What you will do. Retype every entry exactly, down to the last character.

Material provided.
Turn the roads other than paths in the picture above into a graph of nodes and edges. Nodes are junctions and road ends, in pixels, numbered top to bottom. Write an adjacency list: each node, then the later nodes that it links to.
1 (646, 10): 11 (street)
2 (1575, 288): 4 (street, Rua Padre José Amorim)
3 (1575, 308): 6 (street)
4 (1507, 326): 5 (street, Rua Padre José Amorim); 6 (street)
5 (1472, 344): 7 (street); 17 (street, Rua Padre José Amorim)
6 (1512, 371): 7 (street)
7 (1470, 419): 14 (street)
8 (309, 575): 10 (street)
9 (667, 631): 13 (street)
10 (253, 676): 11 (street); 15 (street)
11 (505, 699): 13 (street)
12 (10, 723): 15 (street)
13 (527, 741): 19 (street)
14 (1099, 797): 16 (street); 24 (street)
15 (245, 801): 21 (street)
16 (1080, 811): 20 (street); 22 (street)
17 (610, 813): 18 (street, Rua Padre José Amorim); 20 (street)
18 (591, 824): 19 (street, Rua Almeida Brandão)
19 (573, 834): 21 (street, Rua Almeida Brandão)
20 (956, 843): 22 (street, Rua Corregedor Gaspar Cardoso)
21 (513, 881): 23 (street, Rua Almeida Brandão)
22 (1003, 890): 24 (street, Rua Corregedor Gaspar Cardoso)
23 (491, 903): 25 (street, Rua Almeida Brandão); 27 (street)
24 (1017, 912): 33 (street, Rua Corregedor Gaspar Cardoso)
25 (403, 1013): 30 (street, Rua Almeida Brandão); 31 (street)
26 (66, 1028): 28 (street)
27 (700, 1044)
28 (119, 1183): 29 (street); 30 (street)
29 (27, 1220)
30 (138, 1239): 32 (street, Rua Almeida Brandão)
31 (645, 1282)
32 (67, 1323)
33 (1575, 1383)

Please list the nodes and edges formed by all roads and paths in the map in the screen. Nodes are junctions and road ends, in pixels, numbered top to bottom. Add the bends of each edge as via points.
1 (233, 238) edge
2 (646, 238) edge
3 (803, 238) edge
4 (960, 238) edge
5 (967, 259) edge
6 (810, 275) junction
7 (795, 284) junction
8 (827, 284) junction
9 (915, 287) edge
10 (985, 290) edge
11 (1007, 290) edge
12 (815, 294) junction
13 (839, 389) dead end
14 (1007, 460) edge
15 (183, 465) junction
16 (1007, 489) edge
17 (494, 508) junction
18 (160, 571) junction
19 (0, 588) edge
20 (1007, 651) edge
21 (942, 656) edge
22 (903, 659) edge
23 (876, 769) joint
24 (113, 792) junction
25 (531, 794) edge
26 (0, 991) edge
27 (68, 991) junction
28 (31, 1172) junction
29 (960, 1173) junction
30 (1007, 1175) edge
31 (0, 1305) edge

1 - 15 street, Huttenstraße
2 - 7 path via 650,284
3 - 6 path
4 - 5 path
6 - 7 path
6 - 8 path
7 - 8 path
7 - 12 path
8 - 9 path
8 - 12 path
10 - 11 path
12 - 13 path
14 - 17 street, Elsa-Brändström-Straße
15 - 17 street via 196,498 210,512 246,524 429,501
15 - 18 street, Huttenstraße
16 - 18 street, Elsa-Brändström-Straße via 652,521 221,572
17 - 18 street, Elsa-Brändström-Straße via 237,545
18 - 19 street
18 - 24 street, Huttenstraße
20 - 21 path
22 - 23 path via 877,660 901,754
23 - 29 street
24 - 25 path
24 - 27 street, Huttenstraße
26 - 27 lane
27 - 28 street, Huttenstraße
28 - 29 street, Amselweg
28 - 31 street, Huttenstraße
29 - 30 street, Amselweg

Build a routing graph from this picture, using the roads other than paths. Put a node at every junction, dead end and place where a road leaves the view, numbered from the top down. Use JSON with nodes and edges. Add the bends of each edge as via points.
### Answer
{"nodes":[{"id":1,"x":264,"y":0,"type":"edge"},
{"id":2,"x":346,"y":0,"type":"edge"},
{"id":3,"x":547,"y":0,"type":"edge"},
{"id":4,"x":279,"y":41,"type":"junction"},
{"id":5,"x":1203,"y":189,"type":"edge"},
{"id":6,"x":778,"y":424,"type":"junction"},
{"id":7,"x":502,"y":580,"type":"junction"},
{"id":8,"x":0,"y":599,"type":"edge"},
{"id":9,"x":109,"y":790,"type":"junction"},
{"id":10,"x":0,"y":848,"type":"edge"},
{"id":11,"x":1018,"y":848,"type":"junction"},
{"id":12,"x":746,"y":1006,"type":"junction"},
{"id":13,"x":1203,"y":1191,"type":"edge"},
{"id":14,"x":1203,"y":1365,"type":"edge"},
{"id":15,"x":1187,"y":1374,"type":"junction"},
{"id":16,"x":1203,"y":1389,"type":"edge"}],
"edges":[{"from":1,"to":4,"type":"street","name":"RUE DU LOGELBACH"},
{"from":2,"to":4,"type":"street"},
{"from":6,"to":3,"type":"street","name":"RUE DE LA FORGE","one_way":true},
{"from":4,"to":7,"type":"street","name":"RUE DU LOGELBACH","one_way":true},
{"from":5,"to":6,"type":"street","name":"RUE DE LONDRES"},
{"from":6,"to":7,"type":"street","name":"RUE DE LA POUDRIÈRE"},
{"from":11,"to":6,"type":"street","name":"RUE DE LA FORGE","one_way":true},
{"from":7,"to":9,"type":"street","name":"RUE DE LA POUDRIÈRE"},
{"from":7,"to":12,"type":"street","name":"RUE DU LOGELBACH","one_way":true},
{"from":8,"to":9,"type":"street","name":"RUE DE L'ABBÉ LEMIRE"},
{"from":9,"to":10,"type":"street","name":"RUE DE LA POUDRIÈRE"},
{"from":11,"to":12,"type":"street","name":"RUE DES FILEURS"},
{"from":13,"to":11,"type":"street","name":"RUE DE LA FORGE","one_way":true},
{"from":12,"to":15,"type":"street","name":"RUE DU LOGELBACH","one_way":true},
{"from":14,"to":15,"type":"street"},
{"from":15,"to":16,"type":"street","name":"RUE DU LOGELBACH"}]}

Answer area.
Turn the roads other than paths in the picture above into a graph of nodes and edges. Nodes are junctions and road ends, in pixels, numbered top to bottom. Write an adjacency list: each node, then the later nodes that it links to.
1 (646, 10): 11 (street)
2 (1575, 288): 4 (street, Rua Padre José Amorim)
3 (1575, 308): 6 (street)
4 (1507, 326): 5 (street, Rua Padre José Amorim); 6 (street)
5 (1472, 344): 7 (street); 17 (street, Rua Padre José Amorim)
6 (1512, 371): 7 (street)
7 (1470, 419): 14 (street)
8 (309, 575): 10 (street)
9 (667, 631): 13 (street)
10 (253, 676): 11 (street); 15 (street)
11 (505, 699): 13 (street)
12 (10, 723): 15 (street)
13 (527, 741): 19 (street)
14 (1099, 797): 16 (street); 24 (street)
15 (245, 801): 21 (street)
16 (1080, 811): 20 (street); 22 (street)
17 (610, 813): 18 (street, Rua Padre José Amorim); 20 (street)
18 (591, 824): 19 (street, Rua Almeida Brandão)
19 (573, 834): 21 (street, Rua Almeida Brandão)
20 (956, 843): 22 (street, Rua Corregedor Gaspar Cardoso)
21 (513, 881): 23 (street, Rua Almeida Brandão)
22 (1003, 890): 24 (street, Rua Corregedor Gaspar Cardoso)
23 (491, 903): 25 (street, Rua Almeida Brandão); 27 (street)
24 (1017, 912): 33 (street, Rua Corregedor Gaspar Cardoso)
25 (403, 1013): 30 (street, Rua Almeida Brandão); 31 (street)
26 (66, 1028): 28 (street)
27 (700, 1044)
28 (119, 1183): 29 (street); 30 (street)
29 (27, 1220)
30 (138, 1239): 32 (street, Rua Almeida Brandão)
31 (645, 1282)
32 (67, 1323)
33 (1575, 1383)

Please list the nodes and edges formed by all roads and paths in the map in the screen. Nodes are junctions and road ends, in pixels, numbered top to bottom. Add the bends of each edge as via points.
1 (233, 238) edge
2 (646, 238) edge
3 (803, 238) edge
4 (960, 238) edge
5 (967, 259) edge
6 (810, 275) junction
7 (795, 284) junction
8 (827, 284) junction
9 (915, 287) edge
10 (985, 290) edge
11 (1007, 290) edge
12 (815, 294) junction
13 (839, 389) dead end
14 (1007, 460) edge
15 (183, 465) junction
16 (1007, 489) edge
17 (494, 508) junction
18 (160, 571) junction
19 (0, 588) edge
20 (1007, 651) edge
21 (942, 656) edge
22 (903, 659) edge
23 (876, 769) joint
24 (113, 792) junction
25 (531, 794) edge
26 (0, 991) edge
27 (68, 991) junction
28 (31, 1172) junction
29 (960, 1173) junction
30 (1007, 1175) edge
31 (0, 1305) edge

1 - 15 street, Huttenstraße
2 - 7 path via 650,284
3 - 6 path
4 - 5 path
6 - 7 path
6 - 8 path
7 - 8 path
7 - 12 path
8 - 9 path
8 - 12 path
10 - 11 path
12 - 13 path
14 - 17 street, Elsa-Brändström-Straße
15 - 17 street via 196,498 210,512 246,524 429,501
15 - 18 street, Huttenstraße
16 - 18 street, Elsa-Brändström-Straße via 652,521 221,572
17 - 18 street, Elsa-Brändström-Straße via 237,545
18 - 19 street
18 - 24 street, Huttenstraße
20 - 21 path
22 - 23 path via 877,660 901,754
23 - 29 street
24 - 25 path
24 - 27 street, Huttenstraße
26 - 27 lane
27 - 28 street, Huttenstraße
28 - 29 street, Amselweg
28 - 31 street, Huttenstraße
29 - 30 street, Amselweg

Build a routing graph from this picture, using the roads other than paths. Put a node at every junction, dead end and place where a road leaves the view, numbered from the top down. Use JSON with nodes and edges. Add the bends of each edge as via points.
### Answer
{"nodes":[{"id":1,"x":264,"y":0,"type":"edge"},
{"id":2,"x":346,"y":0,"type":"edge"},
{"id":3,"x":547,"y":0,"type":"edge"},
{"id":4,"x":279,"y":41,"type":"junction"},
{"id":5,"x":1203,"y":189,"type":"edge"},
{"id":6,"x":778,"y":424,"type":"junction"},
{"id":7,"x":502,"y":580,"type":"junction"},
{"id":8,"x":0,"y":599,"type":"edge"},
{"id":9,"x":109,"y":790,"type":"junction"},
{"id":10,"x":0,"y":848,"type":"edge"},
{"id":11,"x":1018,"y":848,"type":"junction"},
{"id":12,"x":746,"y":1006,"type":"junction"},
{"id":13,"x":1203,"y":1191,"type":"edge"},
{"id":14,"x":1203,"y":1365,"type":"edge"},
{"id":15,"x":1187,"y":1374,"type":"junction"},
{"id":16,"x":1203,"y":1389,"type":"edge"}],
"edges":[{"from":1,"to":4,"type":"street","name":"RUE DU LOGELBACH"},
{"from":2,"to":4,"type":"street"},
{"from":6,"to":3,"type":"street","name":"RUE DE LA FORGE","one_way":true},
{"from":4,"to":7,"type":"street","name":"RUE DU LOGELBACH","one_way":true},
{"from":5,"to":6,"type":"street","name":"RUE DE LONDRES"},
{"from":6,"to":7,"type":"street","name":"RUE DE LA POUDRIÈRE"},
{"from":11,"to":6,"type":"street","name":"RUE DE LA FORGE","one_way":true},
{"from":7,"to":9,"type":"street","name":"RUE DE LA POUDRIÈRE"},
{"from":7,"to":12,"type":"street","name":"RUE DU LOGELBACH","one_way":true},
{"from":8,"to":9,"type":"street","name":"RUE DE L'ABBÉ LEMIRE"},
{"from":9,"to":10,"type":"street","name":"RUE DE LA POUDRIÈRE"},
{"from":11,"to":12,"type":"street","name":"RUE DES FILEURS"},
{"from":13,"to":11,"type":"street","name":"RUE DE LA FORGE","one_way":true},
{"from":12,"to":15,"type":"street","name":"RUE DU LOGELBACH","one_way":true},
{"from":14,"to":15,"type":"street"},
{"from":15,"to":16,"type":"street","name":"RUE DU LOGELBACH"}]}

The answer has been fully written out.